Tuesday, June 15th, 2004 • No Comments on Success is More Than a Paycheck
Several people close to me are in the midst of or are preparing for life-changes. I’m essentially doing the same thing I was doing when I moved to Virginia nearly four years ago, and I suppose that means it may be my turn for some sort of life-change soon. It’s interesting how my career and educational goals have kind of fallen by the wayside, but it doesn’t really bother me. I know I will get where I want to go… in time.

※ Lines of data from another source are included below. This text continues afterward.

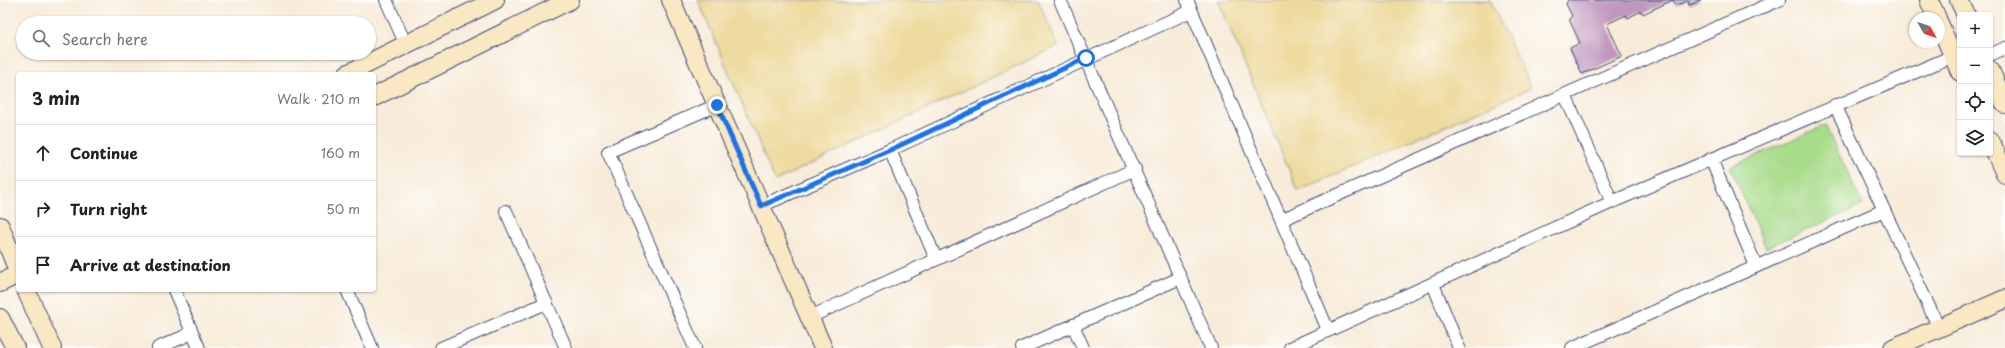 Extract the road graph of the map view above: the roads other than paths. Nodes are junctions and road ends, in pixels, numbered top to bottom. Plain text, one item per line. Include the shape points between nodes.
1 (386, 0) edge
2 (495, 0) edge
3 (570, 0) edge
4 (671, 0) edge
5 (1060, 0) edge
6 (1779, 0) edge
7 (1929, 0) edge
8 (1959, 0) edge
9 (1189, 5) edge
10 (1934, 12) edge
11 (1965, 12) edge
12 (1945, 37) edge
13 (406, 45) junction
14 (2005, 48) edge
15 (1993, 54) edge
16 (1086, 58) junction
17 (375, 60) edge
18 (376, 60) edge
19 (1956, 64) edge
20 (351, 72) edge
21 (1993, 81) edge
22 (1565, 95) junction
23 (376, 96) edge
24 (1999, 103) edge
25 (717, 105) junction
26 (1835, 105) junction
27 (1993, 147) edge
28 (890, 150) junction
29 (1711, 159) junction
30 (1135, 169) junction
31 (2005, 174) edge
32 (1612, 202) junction
33 (761, 206) junction
34 (1884, 210) junction
35 (506, 211) dead end
36 (1281, 220) junction
37 (0, 226) edge
38 (8, 242) edge
39 (936, 259) junction
40 (16, 266) edge
41 (1756, 266) junction
42 (16, 273) edge
43 (1180, 278) junction
44 (0, 282) edge
45 (1432, 284) junction
46 (27, 292) edge
47 (175, 292) edge
48 (348, 292) edge
49 (2005, 299) edge
50 (546, 303) junction
51 (810, 317) junction
52 (0, 318) edge
53 (1073, 325) junction
54 (1939, 328) junction
55 (1328, 330) junction
56 (192, 333) junction
57 (15, 348) edge
58 (52, 348) edge
59 (158, 348) edge
60 (199, 348) edge
61 (372, 348) edge
62 (441, 348) edge
63 (566, 348) edge
64 (695, 348) edge
65 (823, 348) edge
66 (1022, 348) edge
67 (1083, 348) edge
68 (1210, 348) edge
69 (1290, 348) edge
70 (1459, 348) edge
71 (1572, 348) edge
72 (1893, 348) edge

1 - 13 street
2 - 13 street
3 - 23 street
4 - 25 street
5 - 16 street
6 - 22 street
7 - 10 street
8 - 11 street
9 - 16 street
9 - 36 street
12 - 19 street
13 - 18 street
14 - 15 street
16 - 28 street
16 - 30 street
17 - 20 street
19 - 26 street
21 - 24 street
22 - 32 street
22 - 36 street
25 - 33 street
25 - 64 street via 608,152
26 - 29 street
26 - 34 street
27 - 31 street
28 - 33 street
28 - 39 street
29 - 32 street
29 - 41 street
30 - 39 street
30 - 43 street
32 - 45 street
33 - 51 street
34 - 41 street
34 - 54 street
35 - 50 street
36 - 55 street
37 - 38 street
38 - 40 street
39 - 51 street
41 - 71 street
42 - 44 street
43 - 53 street
43 - 68 street
45 - 55 street
45 - 70 street
46 - 58 street
47 - 56 street
48 - 61 street
49 - 54 street
50 - 62 street
50 - 63 street
51 - 65 street
52 - 57 street
53 - 66 street
53 - 67 street
54 - 72 street
55 - 69 street
56 - 59 street
56 - 60 street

The past few years of my life have been focused on building—and rebuilding—relationships. I didn’t really intend it, it just sort of happened. All the relationships I have are stronger than they were four years ago—and the relationships I’ve developed in the past few years feel solid and long term. I am back in touch with old friends and I have new friends who are like family. I’ve been married for almost fourteen years and Jay is still putting up with my moody, free spirited ways. Believe me, I wouldn’t want to live with me. It must be love.
I spent a good portion of my life keeping people at a distance. It’s safe, but it’s lonely. I’m not doing that anymore—at least not consciously. Not having the real family bonds most people have and not having children of my own has given me a rare opportunity to give more of myself to other people than I might otherwise have to give. And it feels good, this giving. It feels right.
When I die, I want to have a string of letters after my name and a stack of books with my face on the back cover. I also want to be missed.